* EXERCISE DESCRIPTION
All of the entries below are to be copied without any alteration.

*** Opening RAW DATA ***

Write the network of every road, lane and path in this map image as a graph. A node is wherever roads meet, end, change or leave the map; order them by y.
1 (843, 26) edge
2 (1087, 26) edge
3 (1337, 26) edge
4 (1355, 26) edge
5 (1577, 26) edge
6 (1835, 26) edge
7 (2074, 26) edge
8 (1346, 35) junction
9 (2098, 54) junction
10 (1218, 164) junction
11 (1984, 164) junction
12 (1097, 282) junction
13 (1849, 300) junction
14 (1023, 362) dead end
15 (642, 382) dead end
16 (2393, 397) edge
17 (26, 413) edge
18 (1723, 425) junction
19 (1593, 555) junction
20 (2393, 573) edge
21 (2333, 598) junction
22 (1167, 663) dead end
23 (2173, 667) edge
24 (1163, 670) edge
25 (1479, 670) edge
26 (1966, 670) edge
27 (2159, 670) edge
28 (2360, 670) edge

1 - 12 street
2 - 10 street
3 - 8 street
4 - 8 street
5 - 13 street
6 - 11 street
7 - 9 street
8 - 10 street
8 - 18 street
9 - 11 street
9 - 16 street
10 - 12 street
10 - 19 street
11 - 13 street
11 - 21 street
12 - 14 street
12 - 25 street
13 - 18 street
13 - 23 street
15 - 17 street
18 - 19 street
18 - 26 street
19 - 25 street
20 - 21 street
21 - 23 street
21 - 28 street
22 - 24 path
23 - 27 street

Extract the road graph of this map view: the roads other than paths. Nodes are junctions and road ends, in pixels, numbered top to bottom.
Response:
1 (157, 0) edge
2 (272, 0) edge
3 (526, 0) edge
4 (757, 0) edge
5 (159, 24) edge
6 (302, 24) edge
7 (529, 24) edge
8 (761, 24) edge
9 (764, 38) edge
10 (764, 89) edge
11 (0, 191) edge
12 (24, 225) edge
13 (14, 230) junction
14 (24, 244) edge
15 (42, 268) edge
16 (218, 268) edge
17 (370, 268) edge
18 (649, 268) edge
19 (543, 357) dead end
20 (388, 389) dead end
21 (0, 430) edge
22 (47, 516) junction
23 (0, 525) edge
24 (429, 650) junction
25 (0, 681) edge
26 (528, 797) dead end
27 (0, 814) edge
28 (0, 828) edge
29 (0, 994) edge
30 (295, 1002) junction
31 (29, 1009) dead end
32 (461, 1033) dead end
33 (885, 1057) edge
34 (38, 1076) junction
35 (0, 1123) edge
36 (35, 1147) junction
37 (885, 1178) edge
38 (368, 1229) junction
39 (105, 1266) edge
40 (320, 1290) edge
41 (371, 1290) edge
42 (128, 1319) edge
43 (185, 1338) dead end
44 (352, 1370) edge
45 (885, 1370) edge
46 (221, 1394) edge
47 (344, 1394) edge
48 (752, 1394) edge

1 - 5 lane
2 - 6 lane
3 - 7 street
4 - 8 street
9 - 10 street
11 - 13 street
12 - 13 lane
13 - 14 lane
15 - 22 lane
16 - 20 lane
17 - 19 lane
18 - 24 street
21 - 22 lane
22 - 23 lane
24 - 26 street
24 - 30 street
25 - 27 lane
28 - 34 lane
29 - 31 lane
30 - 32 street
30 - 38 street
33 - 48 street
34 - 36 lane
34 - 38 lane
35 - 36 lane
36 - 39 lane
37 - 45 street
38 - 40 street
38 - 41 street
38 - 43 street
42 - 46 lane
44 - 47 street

*** Closing RAW DATA ***

* RESPONSE BOX
Write the network of every road, lane and path in this map image as a graph. A node is wherever roads meet, end, change or leave the map; order them by y.
1 (843, 26) edge
2 (1087, 26) edge
3 (1337, 26) edge
4 (1355, 26) edge
5 (1577, 26) edge
6 (1835, 26) edge
7 (2074, 26) edge
8 (1346, 35) junction
9 (2098, 54) junction
10 (1218, 164) junction
11 (1984, 164) junction
12 (1097, 282) junction
13 (1849, 300) junction
14 (1023, 362) dead end
15 (642, 382) dead end
16 (2393, 397) edge
17 (26, 413) edge
18 (1723, 425) junction
19 (1593, 555) junction
20 (2393, 573) edge
21 (2333, 598) junction
22 (1167, 663) dead end
23 (2173, 667) edge
24 (1163, 670) edge
25 (1479, 670) edge
26 (1966, 670) edge
27 (2159, 670) edge
28 (2360, 670) edge

1 - 12 street
2 - 10 street
3 - 8 street
4 - 8 street
5 - 13 street
6 - 11 street
7 - 9 street
8 - 10 street
8 - 18 street
9 - 11 street
9 - 16 street
10 - 12 street
10 - 19 street
11 - 13 street
11 - 21 street
12 - 14 street
12 - 25 street
13 - 18 street
13 - 23 street
15 - 17 street
18 - 19 street
18 - 26 street
19 - 25 street
20 - 21 street
21 - 23 street
21 - 28 street
22 - 24 path
23 - 27 street

Extract the road graph of this map view: the roads other than paths. Nodes are junctions and road ends, in pixels, numbered top to bottom.
Response:
1 (157, 0) edge
2 (272, 0) edge
3 (526, 0) edge
4 (757, 0) edge
5 (159, 24) edge
6 (302, 24) edge
7 (529, 24) edge
8 (761, 24) edge
9 (764, 38) edge
10 (764, 89) edge
11 (0, 191) edge
12 (24, 225) edge
13 (14, 230) junction
14 (24, 244) edge
15 (42, 268) edge
16 (218, 268) edge
17 (370, 268) edge
18 (649, 268) edge
19 (543, 357) dead end
20 (388, 389) dead end
21 (0, 430) edge
22 (47, 516) junction
23 (0, 525) edge
24 (429, 650) junction
25 (0, 681) edge
26 (528, 797) dead end
27 (0, 814) edge
28 (0, 828) edge
29 (0, 994) edge
30 (295, 1002) junction
31 (29, 1009) dead end
32 (461, 1033) dead end
33 (885, 1057) edge
34 (38, 1076) junction
35 (0, 1123) edge
36 (35, 1147) junction
37 (885, 1178) edge
38 (368, 1229) junction
39 (105, 1266) edge
40 (320, 1290) edge
41 (371, 1290) edge
42 (128, 1319) edge
43 (185, 1338) dead end
44 (352, 1370) edge
45 (885, 1370) edge
46 (221, 1394) edge
47 (344, 1394) edge
48 (752, 1394) edge

1 - 5 lane
2 - 6 lane
3 - 7 street
4 - 8 street
9 - 10 street
11 - 13 street
12 - 13 lane
13 - 14 lane
15 - 22 lane
16 - 20 lane
17 - 19 lane
18 - 24 street
21 - 22 lane
22 - 23 lane
24 - 26 street
24 - 30 street
25 - 27 lane
28 - 34 lane
29 - 31 lane
30 - 32 street
30 - 38 street
33 - 48 street
34 - 36 lane
34 - 38 lane
35 - 36 lane
36 - 39 lane
37 - 45 street
38 - 40 street
38 - 41 street
38 - 43 street
42 - 46 lane
44 - 47 street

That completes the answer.